In response to my query, journalist Madison Ruppert removed any doubt:

“It’s there, you have to look at the GPO PDF. They removed it from the table of contents apparently.”

I did, and it is. Too bad. (For one of Ruppert’s incisive articles on this subject, please go here.)

Now the senators and congressmen in favor of this treacherous legislation are meeting in secret, according to the ACLU, to merge S. 1867 and H.R. 1540:

“Their main focus? Legislation authorizing this president and all future presidents to order the U.S. military to pick up and imprison people, including U.S. citizens — without charging them or putting them on trial.”

I strongly urge you to sign their petition against it.

Keep in mind that our Connecticut senators, Lieberman and Blumenthal, both signed S. 1867. This is a very bad sign.

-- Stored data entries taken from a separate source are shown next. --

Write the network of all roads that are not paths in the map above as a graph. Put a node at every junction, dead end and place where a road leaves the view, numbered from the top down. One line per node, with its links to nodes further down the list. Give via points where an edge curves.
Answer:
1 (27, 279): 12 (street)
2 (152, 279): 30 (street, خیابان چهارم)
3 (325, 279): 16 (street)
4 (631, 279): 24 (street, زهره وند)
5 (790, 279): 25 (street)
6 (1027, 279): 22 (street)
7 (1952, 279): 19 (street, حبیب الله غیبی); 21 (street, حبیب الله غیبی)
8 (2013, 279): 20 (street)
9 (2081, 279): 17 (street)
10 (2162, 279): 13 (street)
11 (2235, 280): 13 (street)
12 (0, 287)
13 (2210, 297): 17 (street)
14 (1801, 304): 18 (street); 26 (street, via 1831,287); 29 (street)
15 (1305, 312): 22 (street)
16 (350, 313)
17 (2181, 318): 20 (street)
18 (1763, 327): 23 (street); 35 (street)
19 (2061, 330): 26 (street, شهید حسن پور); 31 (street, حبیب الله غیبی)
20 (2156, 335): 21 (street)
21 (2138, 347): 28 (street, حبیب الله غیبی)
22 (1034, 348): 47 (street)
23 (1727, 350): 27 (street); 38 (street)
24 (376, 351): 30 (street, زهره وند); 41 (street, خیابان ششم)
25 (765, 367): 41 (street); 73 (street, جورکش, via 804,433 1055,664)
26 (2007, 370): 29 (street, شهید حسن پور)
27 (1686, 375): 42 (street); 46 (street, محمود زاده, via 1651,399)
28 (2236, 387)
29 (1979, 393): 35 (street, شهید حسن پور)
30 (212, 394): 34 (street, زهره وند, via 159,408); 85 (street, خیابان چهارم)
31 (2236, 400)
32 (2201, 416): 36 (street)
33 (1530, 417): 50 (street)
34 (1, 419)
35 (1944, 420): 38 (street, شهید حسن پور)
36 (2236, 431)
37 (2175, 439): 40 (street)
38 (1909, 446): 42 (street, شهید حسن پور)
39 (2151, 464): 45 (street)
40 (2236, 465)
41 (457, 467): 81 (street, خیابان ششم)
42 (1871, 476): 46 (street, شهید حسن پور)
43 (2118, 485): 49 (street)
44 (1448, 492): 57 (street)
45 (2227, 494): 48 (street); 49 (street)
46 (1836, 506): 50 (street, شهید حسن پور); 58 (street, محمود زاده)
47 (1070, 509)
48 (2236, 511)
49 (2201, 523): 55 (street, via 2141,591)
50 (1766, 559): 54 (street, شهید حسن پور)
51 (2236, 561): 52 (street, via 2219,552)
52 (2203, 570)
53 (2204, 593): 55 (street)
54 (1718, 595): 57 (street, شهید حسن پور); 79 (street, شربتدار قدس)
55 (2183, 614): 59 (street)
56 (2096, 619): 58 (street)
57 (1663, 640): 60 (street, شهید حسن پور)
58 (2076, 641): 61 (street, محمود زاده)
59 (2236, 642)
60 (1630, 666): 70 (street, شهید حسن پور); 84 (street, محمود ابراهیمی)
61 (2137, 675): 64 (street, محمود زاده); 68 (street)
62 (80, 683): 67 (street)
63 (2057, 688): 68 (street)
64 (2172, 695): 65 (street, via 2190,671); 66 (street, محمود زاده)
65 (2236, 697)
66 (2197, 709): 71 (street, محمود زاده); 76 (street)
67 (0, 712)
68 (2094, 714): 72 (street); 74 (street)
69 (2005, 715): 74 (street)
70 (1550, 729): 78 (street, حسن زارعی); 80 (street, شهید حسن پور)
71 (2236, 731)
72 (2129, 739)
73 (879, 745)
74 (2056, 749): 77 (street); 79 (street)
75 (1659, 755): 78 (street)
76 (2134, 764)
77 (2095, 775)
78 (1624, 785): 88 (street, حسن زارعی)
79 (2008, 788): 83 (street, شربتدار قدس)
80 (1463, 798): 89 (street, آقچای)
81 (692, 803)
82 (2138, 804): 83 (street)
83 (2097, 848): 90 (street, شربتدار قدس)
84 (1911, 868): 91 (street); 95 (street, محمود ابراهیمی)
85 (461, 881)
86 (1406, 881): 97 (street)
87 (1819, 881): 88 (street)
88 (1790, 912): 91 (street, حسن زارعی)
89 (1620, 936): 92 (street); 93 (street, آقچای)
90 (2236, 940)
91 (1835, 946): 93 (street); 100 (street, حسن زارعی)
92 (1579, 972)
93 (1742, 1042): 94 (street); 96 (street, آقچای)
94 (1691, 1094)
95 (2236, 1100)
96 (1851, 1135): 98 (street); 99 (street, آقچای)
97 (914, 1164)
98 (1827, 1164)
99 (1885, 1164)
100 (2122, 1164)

However, perhaps one of them can be brought to his senses. The other long ago struck a deal with the Devil.

A lot of people, including myself, believe that this legislation will be used to intern peaceful protesters, such as those involved in the Occupy Wall Street movement. This is not an unreasoned response. The Department of Defense’s annual anti-terrorism training instruction manual actually defines lawful protest as “low-level terrorism.” On June 10, 2009, the ACLU sent a very pointed letter to DoD about this. Excerpt below:

“For the DoD to instruct its employees that lawful protest activities should be treated as “low-level terrorism” is deeply disturbing in and of itself. It is an even more egregious insult to constitutional values, however, when viewed in the context of a long-term pattern of domestic security initiatives that have attempted to equate lawful dissent with terrorism.”

It’s clear that the term “terrorism” is wide open to interpretation by presidents, bureaucrats and military police. This is exactly what the diction-defying oligarchs did in Orwell’s Nineteen-Eighty-Four, defining peace as “war,” ignorance as “strength,” and freedom as “slavery.” When language fails as common currency, as it has in this and many other instances (sit in a corporate conference room for just 15 minutes to witness some of the most egregious examples of verbal fog), everything fails. An abusive strip search of an 85-year-old woman in a backroom becomes an “administrative process.” The whole culture becomes a lie. That point is so trenchantly made in Orwell’s work that I can add nothing to it apart from urging you to read his famous novel.

On a positive note, I learned last night that the female finch we rescued two weeks ago is going to make it. She’s singing again, eating well and the eye infection has been cured. The aviary is the next stop. Soon, she’ll arrive home and join her fellow finches in the trees. Freedom is freedom.